On Monday, Williams was the star of a second consecutive training camp practice. He made a diving catch of a pass from third-stringer R.J. Archer while racing behind the secondary along the goal line for one touchdown. Then he ran down a deep pass from Archer along the left sidelines, reaching with his 6-foot-1 body to the ball, and sprinted across the goal line for another score. Those were the only two passes he saw in scrimmage play.

On Saturday, he got four targets against the starting defense in a mock game — and had four receptions. That tied Doug Baldwin for the team lead that day. The first catch was Williams’ best, a sprint directly past starting cornerback Cary Williams on a go route for a 30-plus-yard play. Everyone, including the team’s grounds crew, noticed the 219-pound guy running like a 169-pounder.

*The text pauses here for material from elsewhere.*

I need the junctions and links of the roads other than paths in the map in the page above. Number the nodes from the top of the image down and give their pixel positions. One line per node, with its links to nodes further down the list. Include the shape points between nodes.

Looking back, Williams said the altering injuries “happened for a reason.”

“It brought my hunger back and my motivation back,” he said. “It gave me back my love for the game of football.

“I’d played very well for my whole life up to that point. I was coasting.”

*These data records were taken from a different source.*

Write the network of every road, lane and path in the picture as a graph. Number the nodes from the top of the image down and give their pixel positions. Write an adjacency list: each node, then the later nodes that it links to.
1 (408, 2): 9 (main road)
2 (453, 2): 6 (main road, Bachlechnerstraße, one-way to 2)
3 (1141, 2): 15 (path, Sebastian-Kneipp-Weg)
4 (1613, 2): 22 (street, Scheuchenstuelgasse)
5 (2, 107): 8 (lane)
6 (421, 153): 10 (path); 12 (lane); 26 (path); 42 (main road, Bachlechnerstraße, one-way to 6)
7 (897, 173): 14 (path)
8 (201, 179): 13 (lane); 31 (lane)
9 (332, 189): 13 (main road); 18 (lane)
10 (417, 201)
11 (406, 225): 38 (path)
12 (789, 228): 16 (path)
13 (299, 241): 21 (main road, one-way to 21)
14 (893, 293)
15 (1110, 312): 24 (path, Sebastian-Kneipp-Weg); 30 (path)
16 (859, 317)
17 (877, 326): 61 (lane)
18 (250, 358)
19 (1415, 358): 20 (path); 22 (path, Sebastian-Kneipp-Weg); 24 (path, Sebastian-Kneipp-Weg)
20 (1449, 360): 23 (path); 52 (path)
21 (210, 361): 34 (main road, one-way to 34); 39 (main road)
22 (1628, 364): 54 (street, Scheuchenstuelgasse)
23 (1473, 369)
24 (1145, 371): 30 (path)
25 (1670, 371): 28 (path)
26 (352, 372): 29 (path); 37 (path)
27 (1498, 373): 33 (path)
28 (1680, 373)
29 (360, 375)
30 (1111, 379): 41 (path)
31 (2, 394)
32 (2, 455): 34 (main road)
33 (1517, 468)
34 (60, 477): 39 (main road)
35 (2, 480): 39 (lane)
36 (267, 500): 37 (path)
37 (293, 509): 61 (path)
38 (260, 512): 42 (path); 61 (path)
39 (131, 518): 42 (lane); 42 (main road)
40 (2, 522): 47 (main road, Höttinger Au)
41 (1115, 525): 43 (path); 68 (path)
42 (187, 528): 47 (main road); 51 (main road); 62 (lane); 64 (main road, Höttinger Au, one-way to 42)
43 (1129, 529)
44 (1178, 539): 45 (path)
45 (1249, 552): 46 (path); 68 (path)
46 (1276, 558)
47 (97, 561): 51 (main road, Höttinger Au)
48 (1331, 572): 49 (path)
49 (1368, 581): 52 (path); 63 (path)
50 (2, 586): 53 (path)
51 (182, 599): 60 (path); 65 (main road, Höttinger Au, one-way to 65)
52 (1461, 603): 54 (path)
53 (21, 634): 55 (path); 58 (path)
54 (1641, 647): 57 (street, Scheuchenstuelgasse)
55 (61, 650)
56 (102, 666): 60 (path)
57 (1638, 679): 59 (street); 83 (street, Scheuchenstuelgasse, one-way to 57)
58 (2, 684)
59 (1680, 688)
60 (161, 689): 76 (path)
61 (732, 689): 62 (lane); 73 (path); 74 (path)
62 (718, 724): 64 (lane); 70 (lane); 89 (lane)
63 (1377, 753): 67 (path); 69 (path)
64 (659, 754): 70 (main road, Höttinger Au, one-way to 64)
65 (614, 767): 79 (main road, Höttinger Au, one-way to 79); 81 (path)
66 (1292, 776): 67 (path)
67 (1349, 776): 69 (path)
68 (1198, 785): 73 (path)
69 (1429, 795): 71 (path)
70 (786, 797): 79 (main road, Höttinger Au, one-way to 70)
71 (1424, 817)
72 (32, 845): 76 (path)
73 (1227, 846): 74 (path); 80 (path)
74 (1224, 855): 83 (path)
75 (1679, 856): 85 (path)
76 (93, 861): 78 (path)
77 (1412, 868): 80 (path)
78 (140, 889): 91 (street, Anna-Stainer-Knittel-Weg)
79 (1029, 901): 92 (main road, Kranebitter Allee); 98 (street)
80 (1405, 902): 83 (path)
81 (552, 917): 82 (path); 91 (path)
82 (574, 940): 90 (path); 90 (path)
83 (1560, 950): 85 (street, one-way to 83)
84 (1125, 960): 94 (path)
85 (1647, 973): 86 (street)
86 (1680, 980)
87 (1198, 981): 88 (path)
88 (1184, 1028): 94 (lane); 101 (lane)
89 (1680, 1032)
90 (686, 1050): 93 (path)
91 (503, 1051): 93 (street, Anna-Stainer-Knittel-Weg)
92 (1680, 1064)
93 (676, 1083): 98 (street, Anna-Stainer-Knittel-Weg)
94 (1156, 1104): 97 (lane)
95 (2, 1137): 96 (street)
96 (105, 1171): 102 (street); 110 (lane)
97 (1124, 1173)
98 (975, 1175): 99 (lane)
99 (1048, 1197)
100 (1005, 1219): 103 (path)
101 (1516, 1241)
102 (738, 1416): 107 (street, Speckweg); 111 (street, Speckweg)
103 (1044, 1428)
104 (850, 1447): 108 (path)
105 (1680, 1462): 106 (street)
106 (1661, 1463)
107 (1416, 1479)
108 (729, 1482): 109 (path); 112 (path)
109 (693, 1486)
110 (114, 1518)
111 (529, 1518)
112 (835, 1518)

Not anymore. It’s obvious Williams is considering each Seahawks practice — even walkthroughs in ball caps — as a huge, potentially final opportunity. He was one of the final Seahawks to get on the field in the offseason because he had to wait per NFL rules for his college class to graduate.

He’s been trying to make up for lost time and undrafted status with huge plays despite scant opportunities since.

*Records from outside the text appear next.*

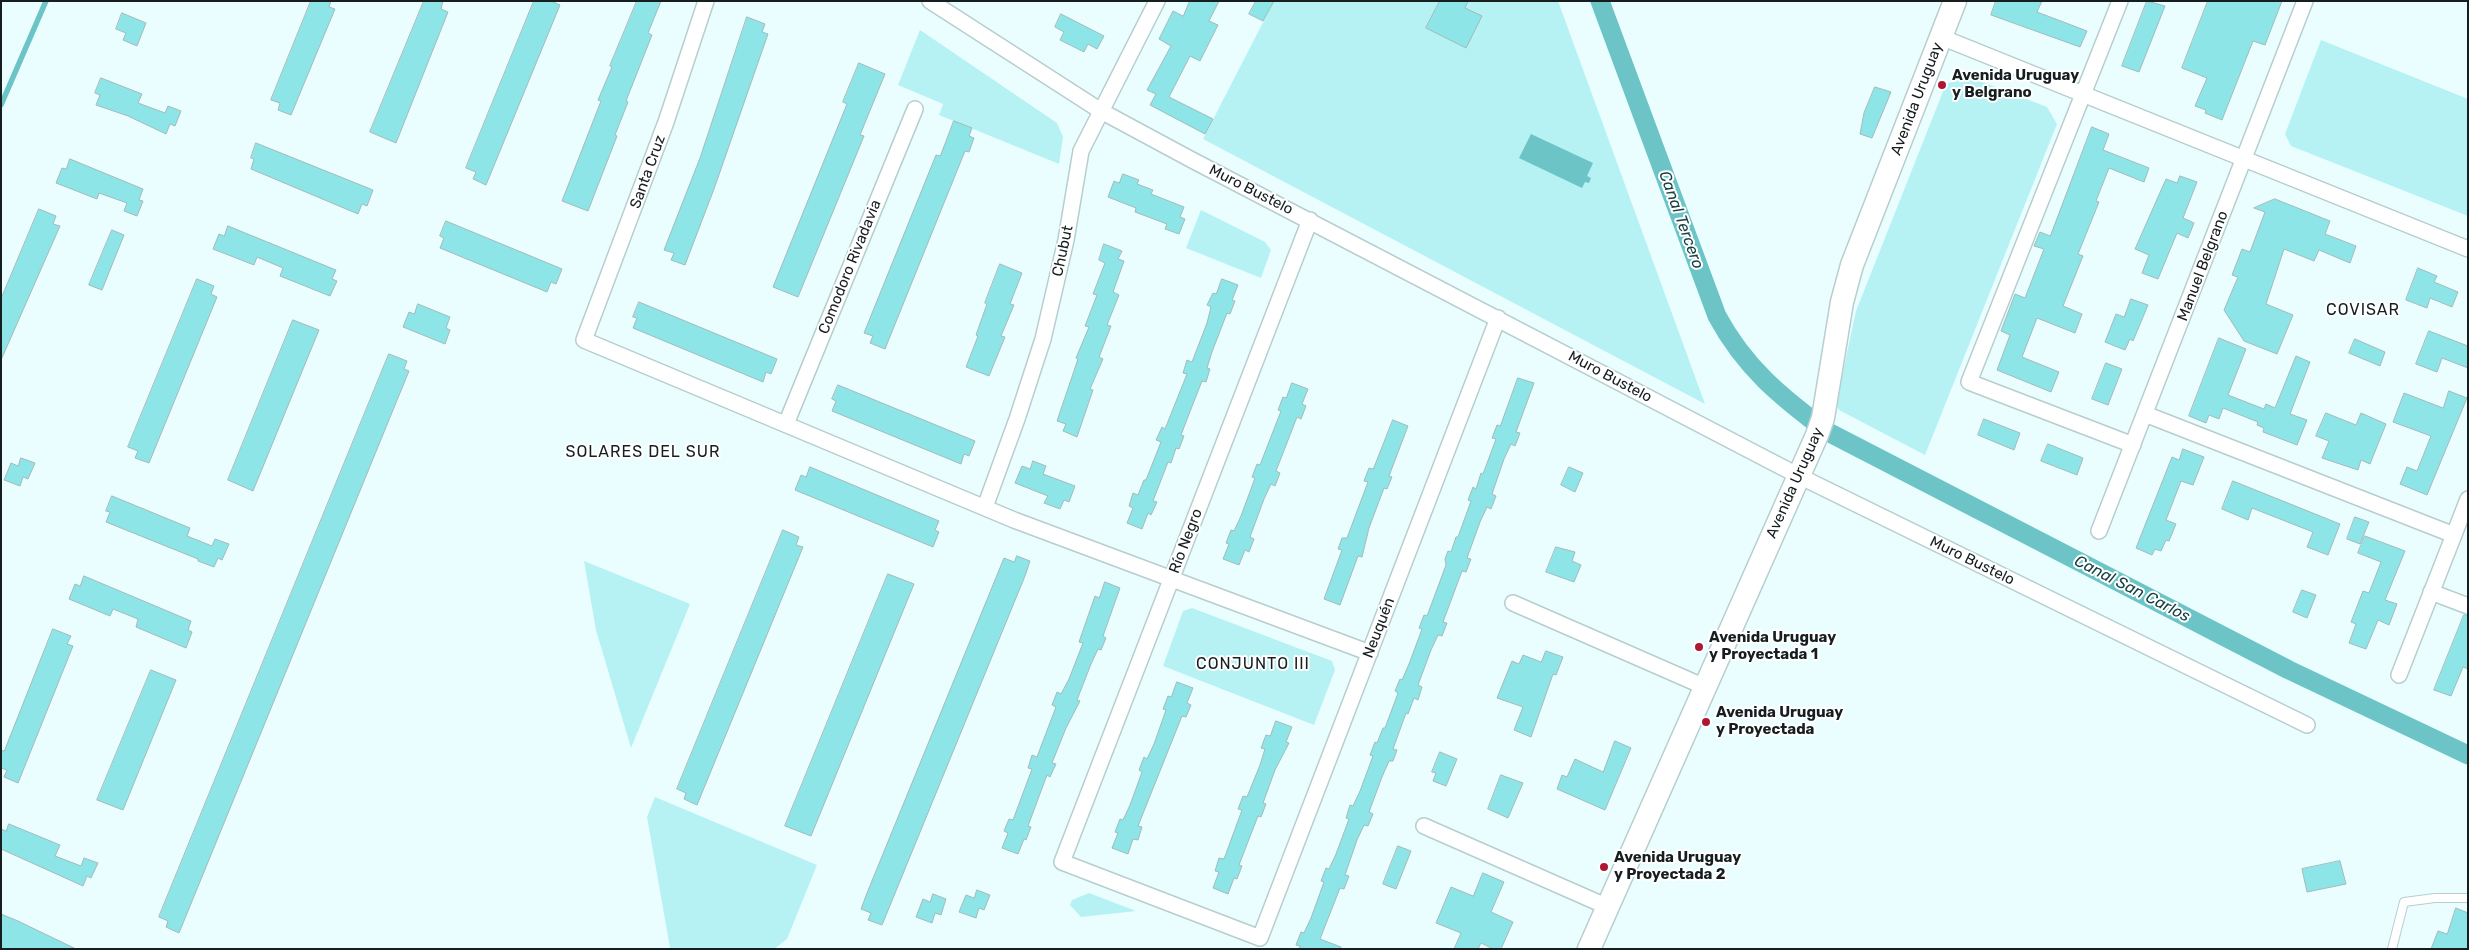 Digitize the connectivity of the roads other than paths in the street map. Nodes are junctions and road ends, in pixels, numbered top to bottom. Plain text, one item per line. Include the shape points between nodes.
1 (706, 1) edge
2 (930, 1) edge
3 (1157, 1) edge
4 (1955, 1) edge
5 (2120, 1) edge
6 (2305, 1) edge
7 (1941, 37) junction
8 (2083, 94) junction
9 (915, 109) dead end
10 (1101, 110) junction
11 (2244, 159) junction
12 (1310, 220) junction
13 (2468, 249) edge
14 (1498, 318) junction
15 (2145, 414) junction
16 (786, 424) junction
17 (2133, 445) junction
18 (1799, 476) junction
19 (2468, 499) edge
20 (984, 507) junction
21 (2100, 531) dead end
22 (2454, 535) junction
23 (1171, 578) junction
24 (2431, 592) junction
25 (1513, 603) dead end
26 (2468, 606) edge
27 (1370, 653) junction
28 (2399, 675) dead end
29 (1705, 687) junction
30 (2307, 725) dead end
31 (1424, 826) dead end
32 (2468, 898) edge
33 (1608, 907) junction
34 (1260, 938) joint
35 (1589, 949) edge
36 (2392, 949) edge

1 - 16 street, Santa Cruz via 666,122 584,340
2 - 10 street, Muro Bustelo
3 - 10 street, Chubut
4 - 7 main road, Avenida Uruguay
5 - 8 street
6 - 11 street, Manuel Belgrano
7 - 8 street
7 - 18 main road, Avenida Uruguay via 1852,266 1842,302 1820,426
8 - 11 street
8 - 17 street via 1969,382
9 - 16 street, Comodoro Rivadavia
10 - 12 street, Muro Bustelo
10 - 20 street, Chubut via 1081,151 1066,240 1043,339
11 - 13 street
11 - 15 street, Manuel Belgrano
12 - 14 street, Muro Bustelo
12 - 23 street, Río Negro
14 - 18 street, Muro Bustelo
14 - 27 street, Neuquén
15 - 17 street, Manuel Belgrano
15 - 22 street
16 - 20 street
17 - 21 street, Manuel Belgrano
18 - 29 main road, Avenida Uruguay
18 - 30 street, Muro Bustelo
19 - 22 street
20 - 23 street
22 - 24 street
23 - 27 street
23 - 34 street, Río Negro via 1062,862
24 - 26 street
24 - 28 street
25 - 29 street
27 - 34 street, Neuquén
29 - 33 main road, Avenida Uruguay
31 - 33 street
32 - 36 lane via 2404,902
33 - 35 main road, Avenida Uruguay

“I have to,” he said of treating each practice as a game. “I don’t have a choice, because these guys have been here for OTAs and they were here last year.”

An even bigger chance comes Friday in the exhibition opener against Denver. While it’s just a first exhibition game on a team with all but three starting positions set, it’s the biggest game of Williams’ life. As he noted with a grin, the exhibition game will be inside the same CenturyLink Field in which he had his best season at UW (2012). The Huskies played their home games in the Seahawks’ stadium that year while Husky Stadium was being renovated.

Then the following Friday night at Kansas City, the Seahawks’ second exhibition game will be his next biggest game. And so on, throughout August.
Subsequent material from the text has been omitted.